Warning: This project is deprecated and JTAG support was never tested. Please invest in a USB isolator instead!
I own an AVR Dragon, which is a really cheap programmer and debugger for almost all of of Atmel’s AVR microcontrollers. But to make this device cheap, the level converter / voltage buffer lacks any protection against overcurrent, reverse voltage or static discharge. Finally, connecting the target’s ground to your computer’s ground should be optional, not mandatory.
So I decided to combine multiple designs into one circuit that provides galvanic isolation for the Dragon with ISP, JTAG and debugWire protocols. Isolating PDI requires more effort, as it uses the data lines bidirectionally. This is done for debugWire, which is much slower than PDI and only works with open collector logic. So, isolated PDI is not implemented. And unfortunately, debugWire doesn’t work reliably. I still don’t know why. But ISP does work.
Ironically, using JTAG with the AVR Xplain’s ATxmega128a1 only works with the Dragon Isolator, but not directly without it.
The PCB above to the left shows the first version where the optocouplers are scattered over the board. The current layout uses a more straight alignment.
The five suppressor diodes (top right, below the connector) have a capacance that is too large to let ISP/dW/JTAG work. They should only be populated with low-capacitance diodes (300V variant perhaps?).

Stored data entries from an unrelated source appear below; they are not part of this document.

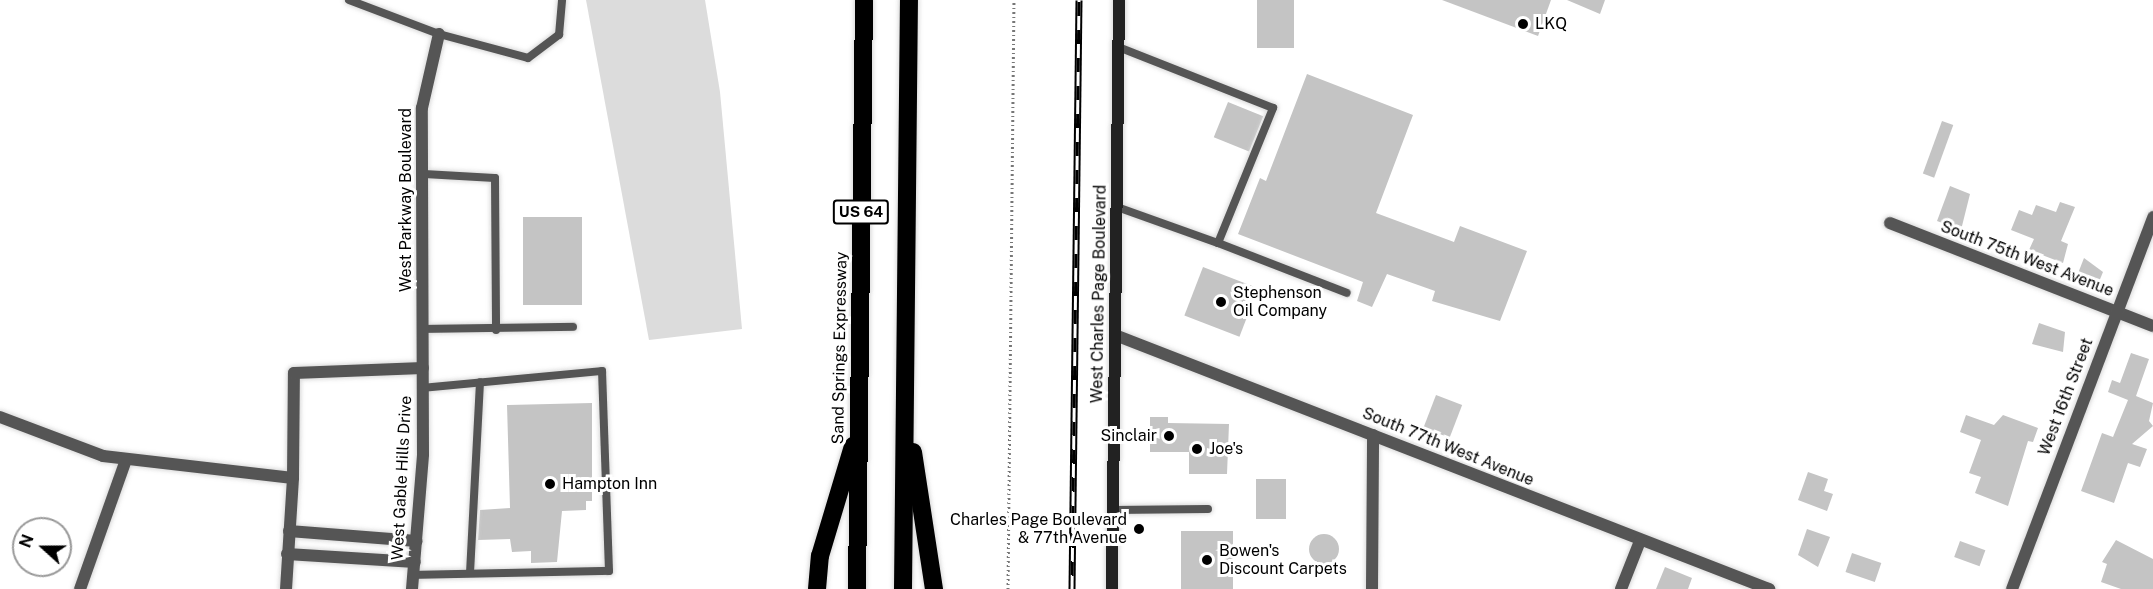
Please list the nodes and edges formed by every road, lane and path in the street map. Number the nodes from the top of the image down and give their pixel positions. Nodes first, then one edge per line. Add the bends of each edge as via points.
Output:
1 (349, 0) edge
2 (562, 0) edge
3 (864, 0) edge
4 (909, 0) edge
5 (1014, 0) edge
6 (1119, 0) edge
7 (439, 34) junction
8 (1118, 47) junction
9 (424, 174) junction
10 (1117, 207) junction
11 (2153, 218) edge
12 (1890, 223) dead end
13 (1218, 243) junction
14 (1347, 293) dead end
15 (2116, 311) junction
16 (573, 327) dead end
17 (2153, 327) edge
18 (423, 329) junction
19 (496, 330) junction
20 (1115, 335) junction
21 (423, 368) junction
22 (480, 382) junction
23 (423, 388) junction
24 (905, 410) junction
25 (0, 417) edge
26 (859, 424) junction
27 (1373, 435) junction
28 (126, 460) junction
29 (293, 478) junction
30 (1208, 509) dead end
31 (1113, 510) junction
32 (289, 531) junction
33 (417, 541) junction
34 (1640, 541) junction
35 (287, 554) junction
36 (415, 562) junction
37 (470, 573) junction
38 (414, 575) junction
39 (80, 589) edge
40 (286, 589) edge
41 (412, 589) edge
42 (818, 589) edge
43 (857, 589) edge
44 (903, 589) edge
45 (934, 589) edge
46 (1008, 589) edge
47 (1112, 589) edge
48 (1372, 589) edge
49 (1621, 589) edge
50 (1769, 589) edge
51 (2012, 589) edge

1 - 7 lane
2 - 7 lane via 559,35 528,58
3 - 26 highway, Sand Springs Expressway / US 64
4 - 24 highway, US 64
5 - 46 path
6 - 8 main road, West Charles Page Boulevard
7 - 9 street, West Parkway Boulevard via 423,90
8 - 10 main road, West Charles Page Boulevard
8 - 13 lane via 1273,108
9 - 18 street, West Parkway Boulevard
9 - 19 lane via 495,177
10 - 13 lane
10 - 20 main road, West Charles Page Boulevard
11 - 15 street, West 16th Street
12 - 15 street, South 75th West Avenue
13 - 14 lane
15 - 17 street, South 75th West Avenue
15 - 51 street, West 16th Street
16 - 19 lane
18 - 19 lane
18 - 21 street, West Parkway Boulevard
20 - 27 street, South 77th West Avenue
20 - 31 main road, West Charles Page Boulevard
21 - 23 street, West Gable Hills Drive
21 - 29 street via 294,374
22 - 23 lane
22 - 37 lane
22 - 37 lane via 602,371 609,571
23 - 33 street, West Gable Hills Drive
24 - 44 highway, US 64
24 - 45 highway
25 - 28 street
26 - 42 highway via 820,556
26 - 43 highway, Sand Springs Expressway / US 64
27 - 34 street, South 77th West Avenue
27 - 48 street
28 - 29 street
28 - 39 street
29 - 32 street
30 - 31 lane
31 - 47 main road, West Charles Page Boulevard
32 - 33 street
32 - 35 street
33 - 36 street, West Gable Hills Drive
34 - 49 street
34 - 50 street, South 77th West Avenue
35 - 36 street
35 - 40 street
36 - 38 street, West Gable Hills Drive
37 - 38 lane
38 - 41 street, West Gable Hills Drive

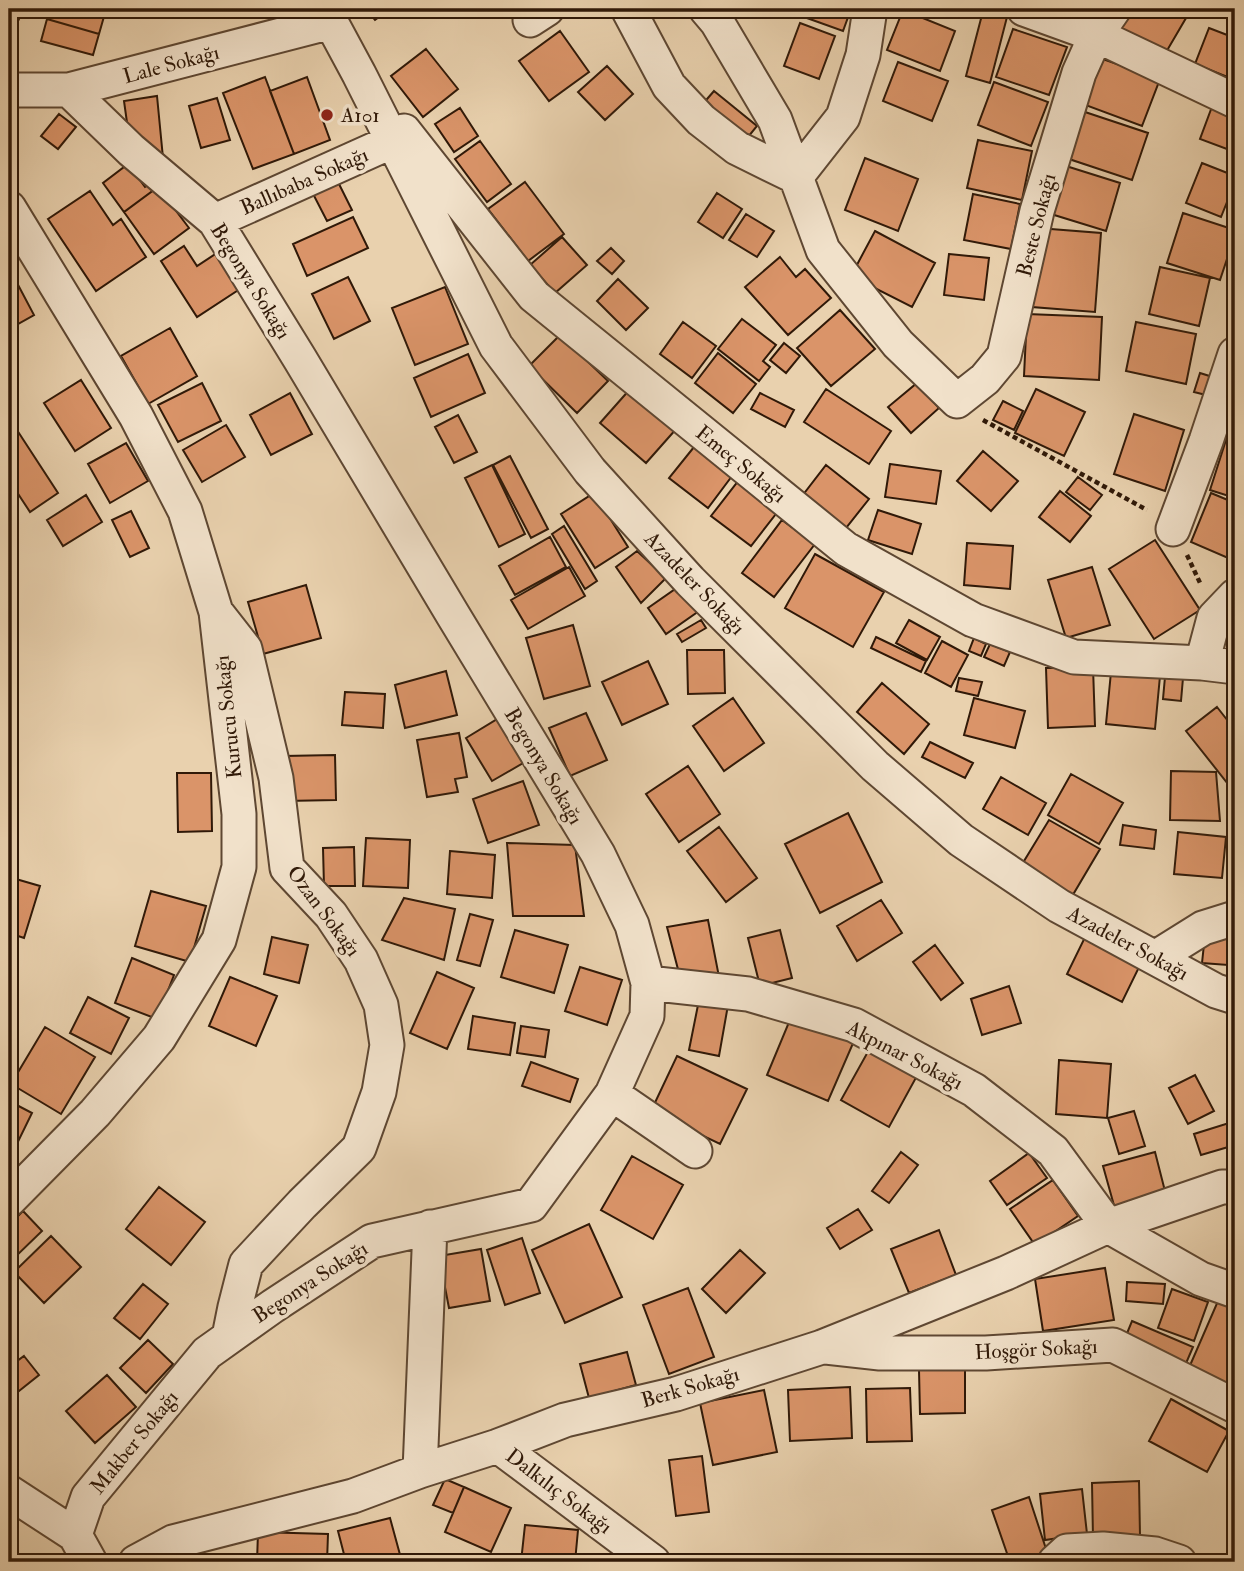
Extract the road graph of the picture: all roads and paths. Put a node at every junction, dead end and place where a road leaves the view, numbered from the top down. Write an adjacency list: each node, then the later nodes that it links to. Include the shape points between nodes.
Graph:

Instead, only the much smaller double-schottky diodes on the backside are used. They also limit overvoltage, but can only absorb little amounts of energy.

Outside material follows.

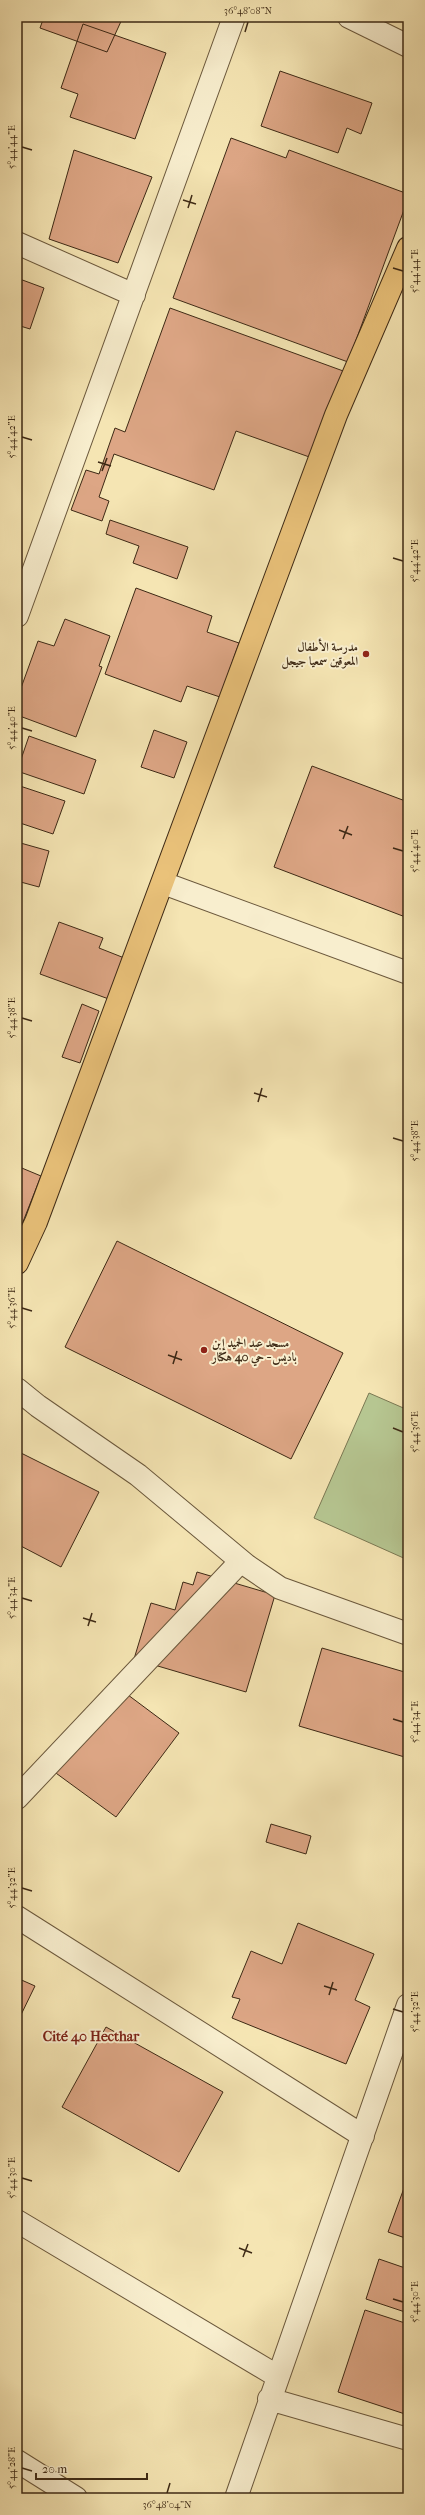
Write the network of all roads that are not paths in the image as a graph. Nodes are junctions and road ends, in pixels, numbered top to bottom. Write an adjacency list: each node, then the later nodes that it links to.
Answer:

The Dragon circuit is connected via plug connectors to the case. On the top resides a ZIF socket and the other replicated pin headers.
- Parts of the optocoupler section was inspired by MadWizards’ AVR JTAG Adaptor
- The impedance matching was done in KKP’s Dragonhide.
- The debugWire bidirectional circuit is described in Atmel’s application note AVR077: Opto-isolated emulation for the DebugWIRE.
Many thanks to the authors of those schematics!